- **Directions for this task**: Output the data word for word, dropping every image.

▬▬▬▬▬▬▬▬▬▬

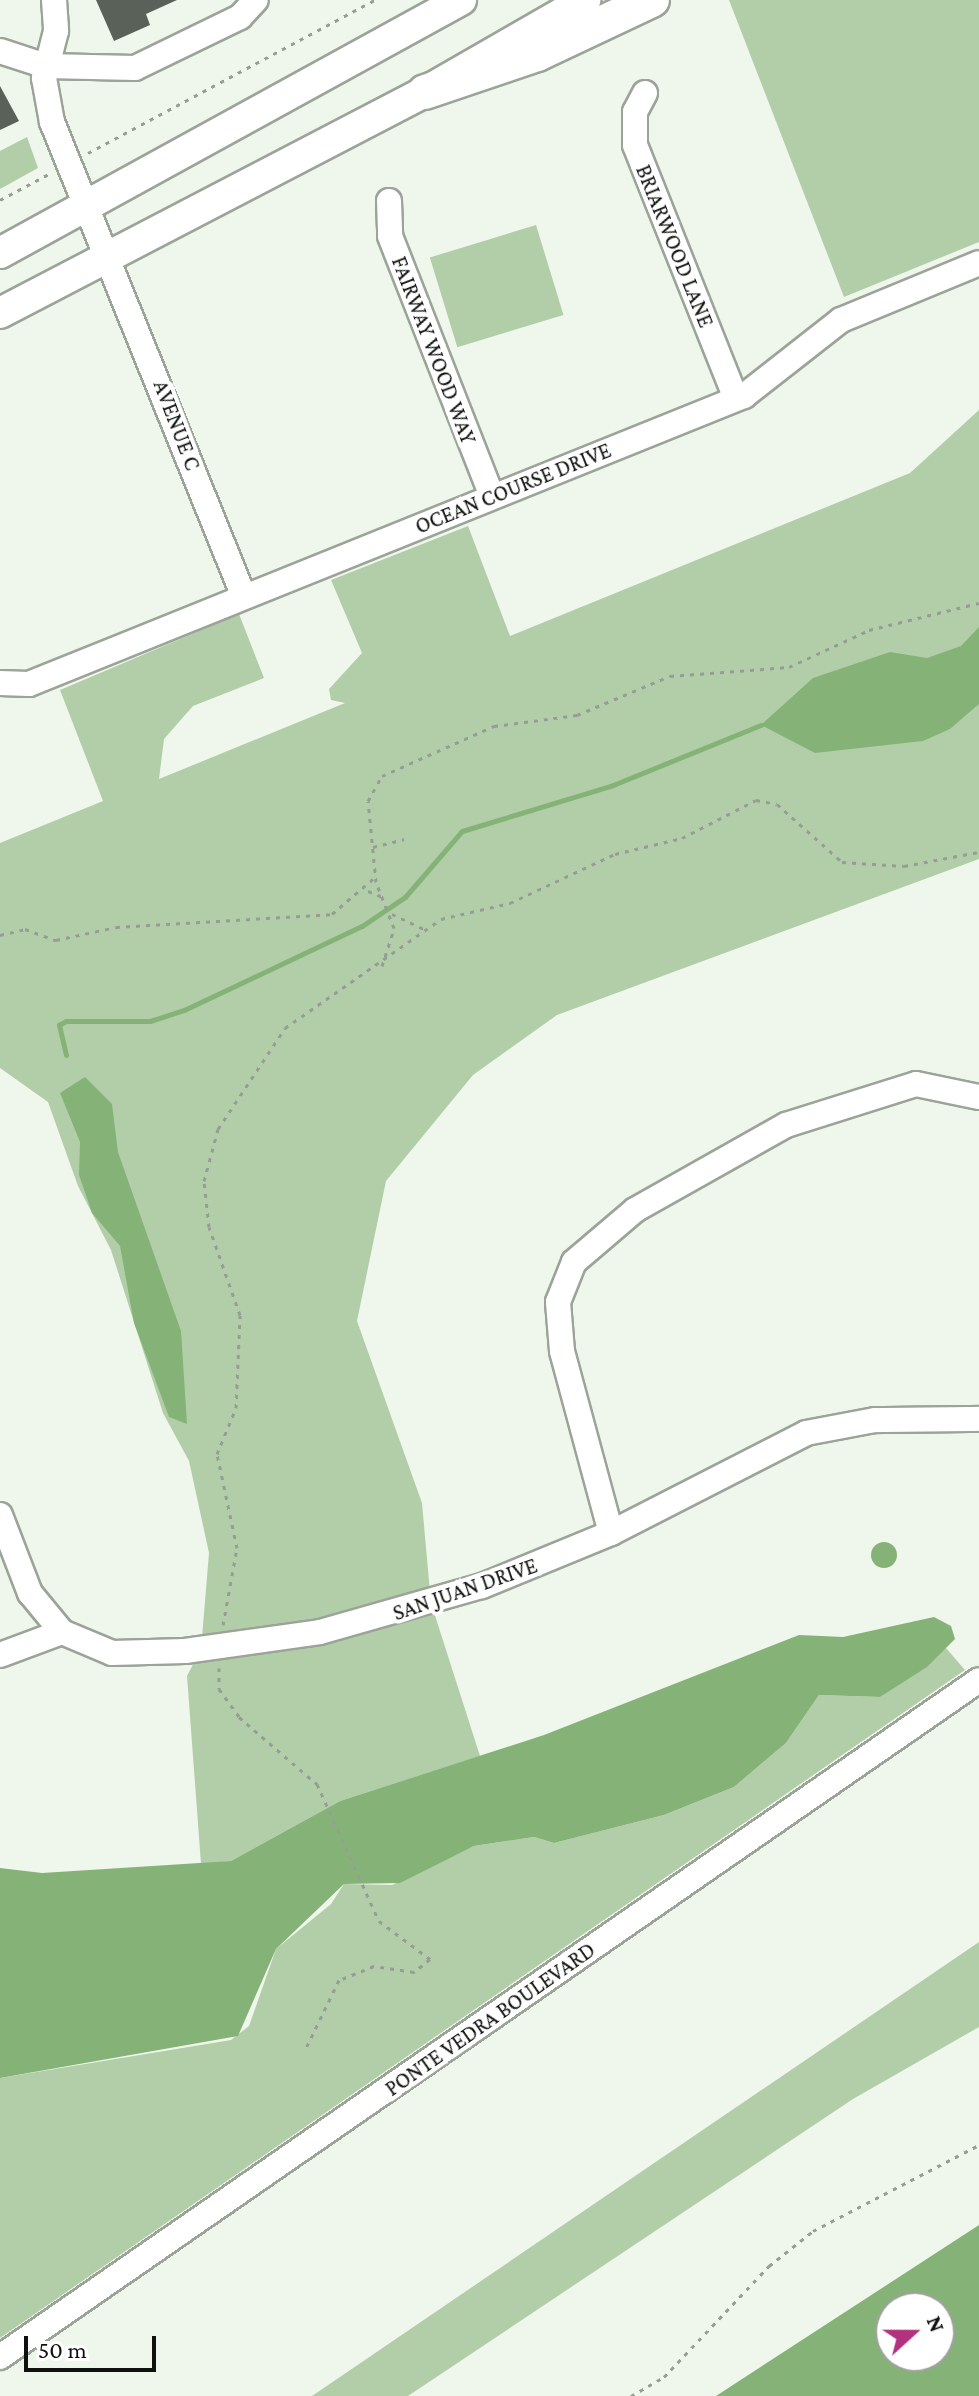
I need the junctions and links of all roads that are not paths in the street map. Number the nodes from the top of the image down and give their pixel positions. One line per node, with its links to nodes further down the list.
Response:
1 (54, 0): 7 (street, AVENUE C)
2 (256, 0): 7 (street)
3 (461, 0): 11 (main road)
4 (585, 0): 8 (main road)
5 (652, 0): 8 (highway)
6 (0, 51): 7 (street)
7 (46, 66): 11 (street, AVENUE C)
8 (425, 92): 13 (main road)
9 (645, 93): 16 (street, BRIARWOOD LANE)
10 (389, 201): 17 (street, FAIRWAY WOOD WAY)
11 (89, 205): 12 (main road); 13 (street, AVENUE C)
12 (0, 253)
13 (110, 253): 15 (main road); 18 (street, AVENUE C)
14 (979, 263): 16 (street, OCEAN COURSE DRIVE)
15 (0, 313)
16 (736, 399): 17 (street, OCEAN COURSE DRIVE)
17 (492, 496): 18 (street, OCEAN COURSE DRIVE)
18 (244, 597): 19 (street, OCEAN COURSE DRIVE)
19 (0, 683)
20 (979, 1097): 23 (street)
21 (979, 1419): 23 (street, SAN JUAN DRIVE)
22 (0, 1515): 24 (street, SAN JUAN DRIVE)
23 (611, 1533): 24 (street, SAN JUAN DRIVE)
24 (62, 1632): 25 (street)
25 (0, 1655)
26 (979, 1680): 27 (street, PONTE VEDRA BOULEVARD)
27 (0, 2357)

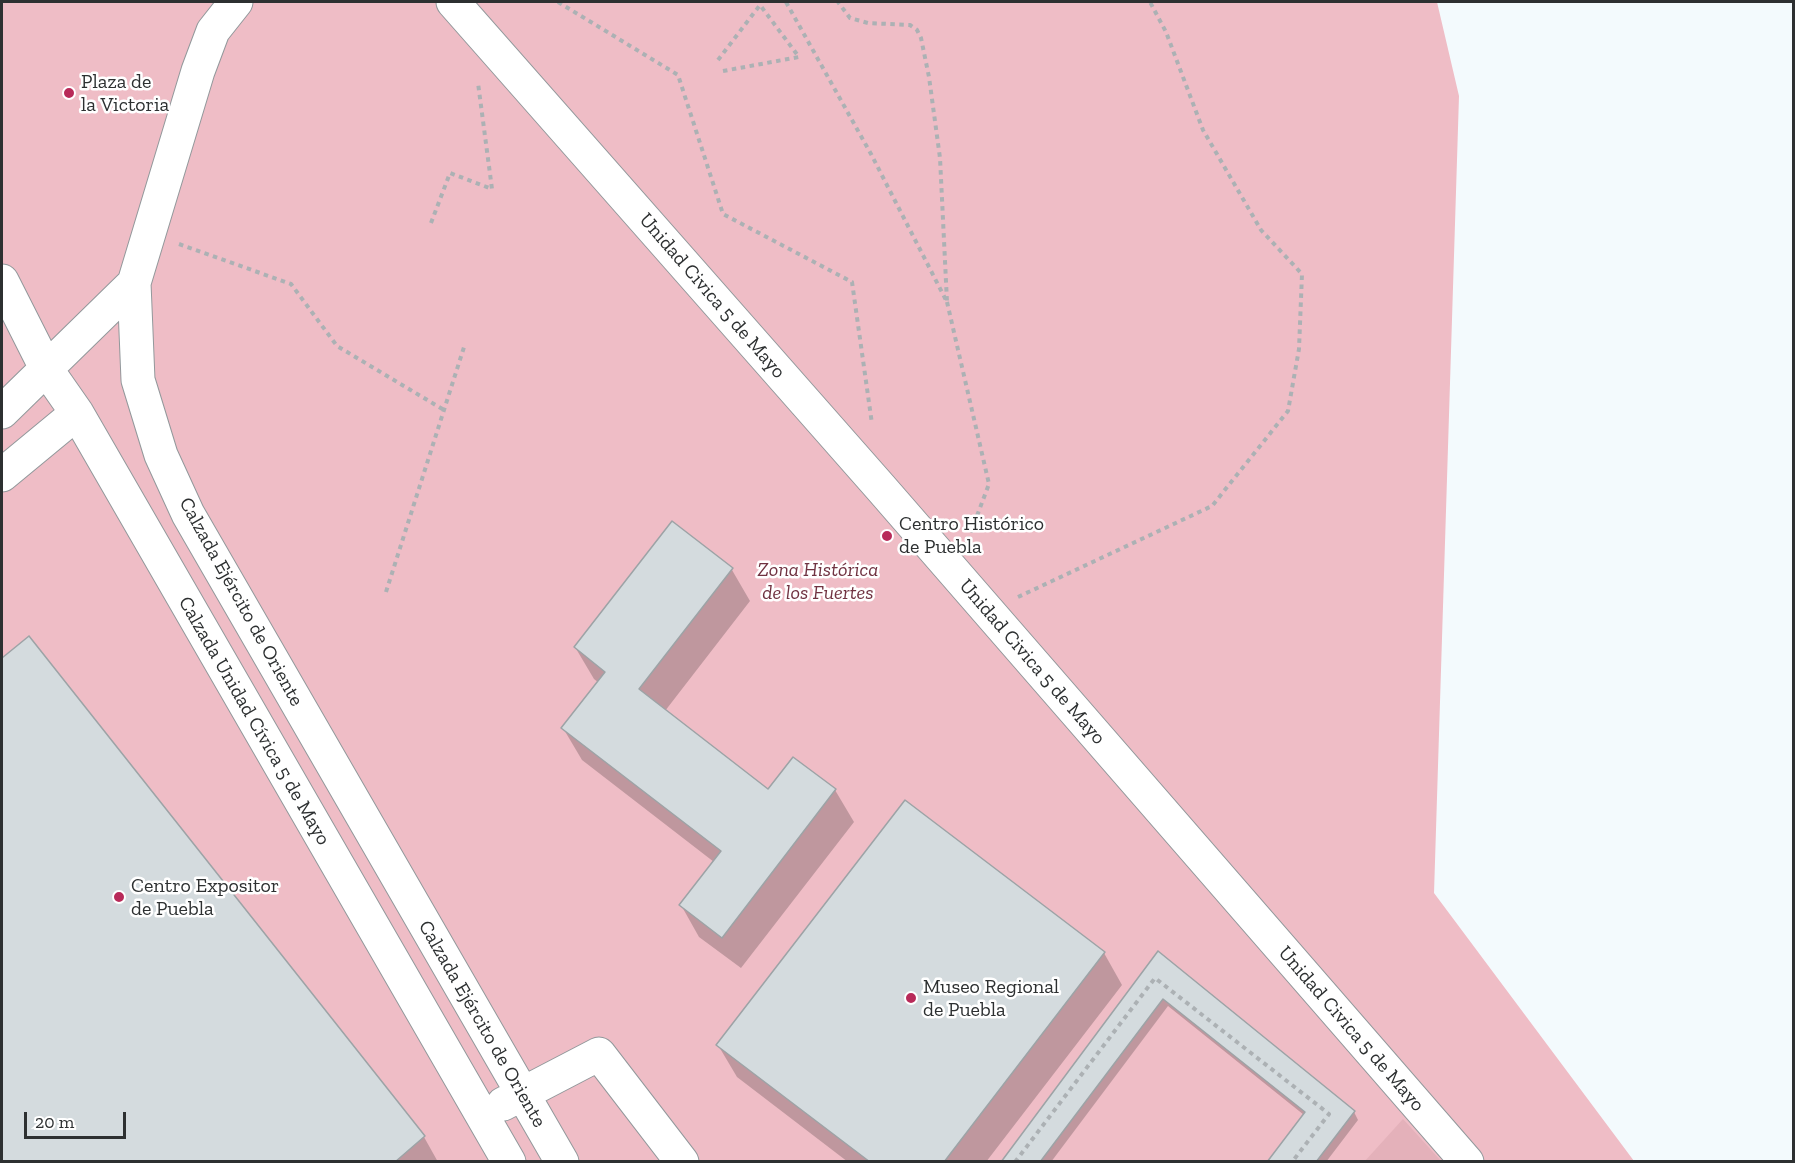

▬▬▬▬▬▬▬▬▬▬

- **Task solution**:
I need the junctions and links of all roads that are not paths in the street map. Number the nodes from the top of the image down and give their pixel positions. One line per node, with its links to nodes further down the list.
Response:
1 (54, 0): 7 (street, AVENUE C)
2 (256, 0): 7 (street)
3 (461, 0): 11 (main road)
4 (585, 0): 8 (main road)
5 (652, 0): 8 (highway)
6 (0, 51): 7 (street)
7 (46, 66): 11 (street, AVENUE C)
8 (425, 92): 13 (main road)
9 (645, 93): 16 (street, BRIARWOOD LANE)
10 (389, 201): 17 (street, FAIRWAY WOOD WAY)
11 (89, 205): 12 (main road); 13 (street, AVENUE C)
12 (0, 253)
13 (110, 253): 15 (main road); 18 (street, AVENUE C)
14 (979, 263): 16 (street, OCEAN COURSE DRIVE)
15 (0, 313)
16 (736, 399): 17 (street, OCEAN COURSE DRIVE)
17 (492, 496): 18 (street, OCEAN COURSE DRIVE)
18 (244, 597): 19 (street, OCEAN COURSE DRIVE)
19 (0, 683)
20 (979, 1097): 23 (street)
21 (979, 1419): 23 (street, SAN JUAN DRIVE)
22 (0, 1515): 24 (street, SAN JUAN DRIVE)
23 (611, 1533): 24 (street, SAN JUAN DRIVE)
24 (62, 1632): 25 (street)
25 (0, 1655)
26 (979, 1680): 27 (street, PONTE VEDRA BOULEVARD)
27 (0, 2357)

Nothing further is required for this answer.